Savannah teen, admitted gang member faces judge over probation violations
On Friday, an admitted 1100 gang member faced Juvenile Court Judge Lisa Goldwire Colbert on numerous probation violations stemming from a Sept. 17 shooting that claimed the life of 16 year-old Jaheim Morris.
The teen sat quietly during the proceedings next to his mother and attorney Charles Loncon.
“This child had been caught up in certain of the violence that has been going on here in Savannah,” said Loncon.
This juvenile is no stranger to the police or juvenile court.
Court documents obtained by Fox 28, reveal a violent past dating back to Feb. 2015. Charges during that time include but not limited to Possession of a Firearm during the commission of a Felony, Aggravated Assault, Theft by Receiving and Misdemeanor Battery.

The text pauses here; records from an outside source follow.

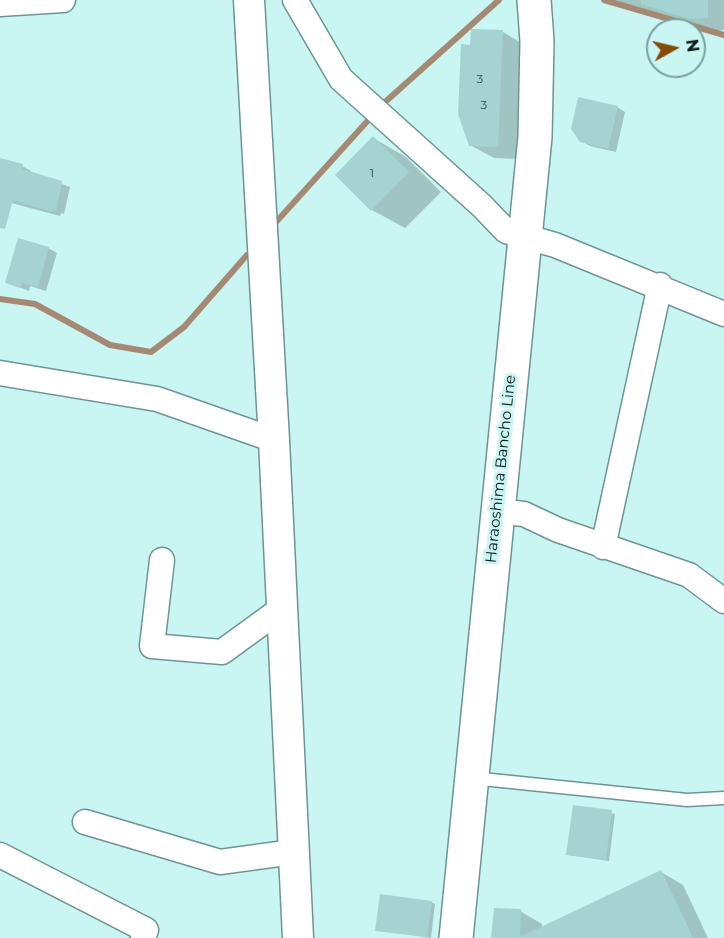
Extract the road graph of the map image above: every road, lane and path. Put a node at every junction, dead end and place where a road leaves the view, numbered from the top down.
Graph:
1 (63, 0) edge
2 (249, 0) edge
3 (295, 0) edge
4 (534, 0) edge
5 (0, 4) edge
6 (526, 237) junction
7 (660, 285) junction
8 (724, 314) edge
9 (0, 373) edge
10 (274, 440) junction
11 (496, 511) junction
12 (603, 547) junction
13 (162, 560) dead end
14 (724, 601) edge
15 (281, 609) junction
16 (471, 778) junction
17 (724, 798) edge
18 (86, 822) dead end
19 (293, 852) junction
20 (0, 855) edge
21 (143, 938) edge
22 (298, 938) edge
23 (456, 938) edge

1 - 5 street
2 - 10 street
3 - 6 street
4 - 6 main road, Haraoshima Bancho Line
6 - 7 street
6 - 11 main road, Haraoshima Bancho Line
7 - 8 street
7 - 12 street
9 - 10 street
10 - 15 street
11 - 12 street
11 - 16 main road, Haraoshima Bancho Line
12 - 14 street
13 - 15 street
15 - 19 street
16 - 17 lane
16 - 23 main road, Haraoshima Bancho Line
18 - 19 street
19 - 22 street
20 - 21 street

Assistant District Attorney Kim Rowden argued that the teen violated his probation on numerous counts.
She called SCMPD Detectives Robert Santoro and Detective Zachary Burdette both provided testimony on Friday.
Burdette said the defendant told him he was a member of the 1100 gang and that there was an ongoing feud with rival OTM gang, played out by the shooting that took place the morning of Sept. 17.

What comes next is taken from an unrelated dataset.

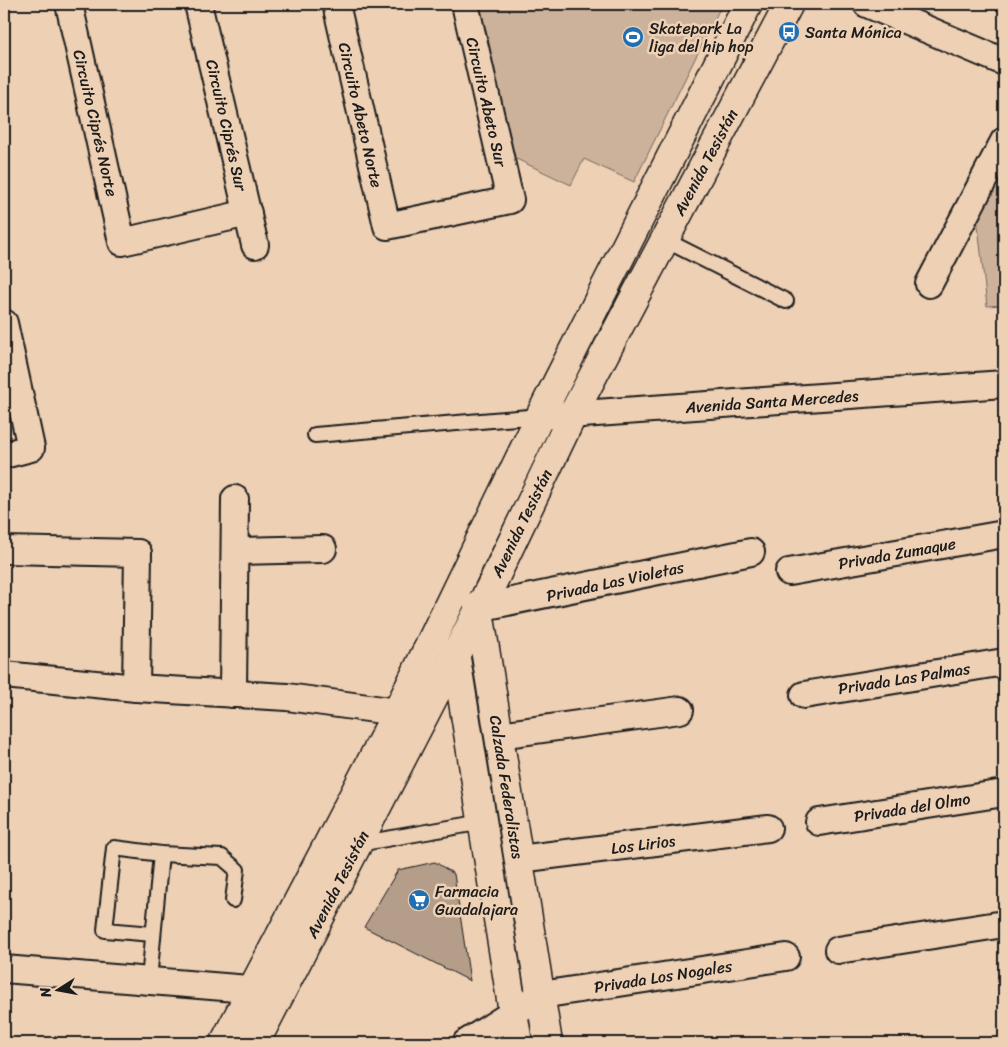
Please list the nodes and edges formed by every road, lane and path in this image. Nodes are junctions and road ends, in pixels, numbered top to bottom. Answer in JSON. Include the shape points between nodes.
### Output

Detective Santoro bolstered the prosecution’s case by testifying the teen took his mother’s car, the car in which Morris was shot and soon after driven to Memorial Hospital.
Rowden went on to say that was in clear violation of the defendant’s probation conditions.
Juvenile Court Probation Officer William Sanders also testified stating the teen was in violation of house arrest, did not maintain his electronic monitoring device and did not follow the direction of his custodian, the mother.
Marcus Scott also testified, he is a representative of the Savannah-Chatham School’s Building Bridges initiative. He stated the teen displayed gang activity, gang signs and hand gestures during school attendance.
“There are allegations of gang activity being involved in as such between the gangs this child is known and has been under threat,” said Loncon.
Judge Colbert ordered a clinical evaluation to be performed by Georgia Regional.
“The state law requires due to the level and severity of the delinquent act he admitted to perpetrating before it is a requirement under the juvenile code that a forensic study be conducted before disposition,” said Loncon.
The teens probation officer recommended he remain detained and was taken from court after the Judge Colbert agreed.
“The court will consider the results of that forensic study in determining the appropriate punishment,” said Loncon.
According to his attorney, the defendant now faces an uncertain future.
“He can be committed to the state for up to five years and it could be all detention, it could be a mixture of detention and probation. That is really what the court is waiting to determine based on the outcome of this forensic study,” said Loncon.
A Status Conference was scheduled in this case for Nov. 1.
The juvenile is not being detained in Chatham County for his own safety.